Take the entries below and retype them exactly.

[Stored data]
----------
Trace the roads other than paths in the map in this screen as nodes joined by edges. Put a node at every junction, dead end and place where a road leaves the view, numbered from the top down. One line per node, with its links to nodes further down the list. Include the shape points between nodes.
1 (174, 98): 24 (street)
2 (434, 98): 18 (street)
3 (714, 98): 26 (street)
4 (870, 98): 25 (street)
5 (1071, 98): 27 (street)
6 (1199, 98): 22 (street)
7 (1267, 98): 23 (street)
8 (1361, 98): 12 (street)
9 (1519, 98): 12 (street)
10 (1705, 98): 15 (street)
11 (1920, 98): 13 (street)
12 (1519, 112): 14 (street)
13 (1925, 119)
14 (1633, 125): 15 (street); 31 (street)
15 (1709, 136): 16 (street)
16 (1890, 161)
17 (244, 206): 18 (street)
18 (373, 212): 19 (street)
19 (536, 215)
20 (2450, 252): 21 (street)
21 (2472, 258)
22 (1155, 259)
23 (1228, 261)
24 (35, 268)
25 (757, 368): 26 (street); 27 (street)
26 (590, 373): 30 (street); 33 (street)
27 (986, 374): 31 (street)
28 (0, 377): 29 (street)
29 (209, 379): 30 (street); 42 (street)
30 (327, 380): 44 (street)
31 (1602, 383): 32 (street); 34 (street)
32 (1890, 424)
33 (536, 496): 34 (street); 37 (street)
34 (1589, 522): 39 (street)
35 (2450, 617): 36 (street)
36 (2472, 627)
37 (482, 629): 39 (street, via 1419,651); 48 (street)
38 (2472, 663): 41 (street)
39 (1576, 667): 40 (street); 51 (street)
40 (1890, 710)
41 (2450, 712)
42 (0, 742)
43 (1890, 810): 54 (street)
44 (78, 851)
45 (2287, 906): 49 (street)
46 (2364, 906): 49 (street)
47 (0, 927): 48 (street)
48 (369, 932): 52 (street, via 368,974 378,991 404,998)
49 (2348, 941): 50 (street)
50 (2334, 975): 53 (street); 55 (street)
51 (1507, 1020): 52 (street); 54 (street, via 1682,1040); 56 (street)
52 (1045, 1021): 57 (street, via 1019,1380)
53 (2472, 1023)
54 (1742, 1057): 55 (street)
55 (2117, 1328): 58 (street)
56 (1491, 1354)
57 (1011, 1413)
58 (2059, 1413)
----------
Exercise output:
Trace the roads other than paths in the map in this screen as nodes joined by edges. Put a node at every junction, dead end and place where a road leaves the view, numbered from the top down. One line per node, with its links to nodes further down the list. Include the shape points between nodes.
1 (174, 98): 24 (street)
2 (434, 98): 18 (street)
3 (714, 98): 26 (street)
4 (870, 98): 25 (street)
5 (1071, 98): 27 (street)
6 (1199, 98): 22 (street)
7 (1267, 98): 23 (street)
8 (1361, 98): 12 (street)
9 (1519, 98): 12 (street)
10 (1705, 98): 15 (street)
11 (1920, 98): 13 (street)
12 (1519, 112): 14 (street)
13 (1925, 119)
14 (1633, 125): 15 (street); 31 (street)
15 (1709, 136): 16 (street)
16 (1890, 161)
17 (244, 206): 18 (street)
18 (373, 212): 19 (street)
19 (536, 215)
20 (2450, 252): 21 (street)
21 (2472, 258)
22 (1155, 259)
23 (1228, 261)
24 (35, 268)
25 (757, 368): 26 (street); 27 (street)
26 (590, 373): 30 (street); 33 (street)
27 (986, 374): 31 (street)
28 (0, 377): 29 (street)
29 (209, 379): 30 (street); 42 (street)
30 (327, 380): 44 (street)
31 (1602, 383): 32 (street); 34 (street)
32 (1890, 424)
33 (536, 496): 34 (street); 37 (street)
34 (1589, 522): 39 (street)
35 (2450, 617): 36 (street)
36 (2472, 627)
37 (482, 629): 39 (street, via 1419,651); 48 (street)
38 (2472, 663): 41 (street)
39 (1576, 667): 40 (street); 51 (street)
40 (1890, 710)
41 (2450, 712)
42 (0, 742)
43 (1890, 810): 54 (street)
44 (78, 851)
45 (2287, 906): 49 (street)
46 (2364, 906): 49 (street)
47 (0, 927): 48 (street)
48 (369, 932): 52 (street, via 368,974 378,991 404,998)
49 (2348, 941): 50 (street)
50 (2334, 975): 53 (street); 55 (street)
51 (1507, 1020): 52 (street); 54 (street, via 1682,1040); 56 (street)
52 (1045, 1021): 57 (street, via 1019,1380)
53 (2472, 1023)
54 (1742, 1057): 55 (street)
55 (2117, 1328): 58 (street)
56 (1491, 1354)
57 (1011, 1413)
58 (2059, 1413)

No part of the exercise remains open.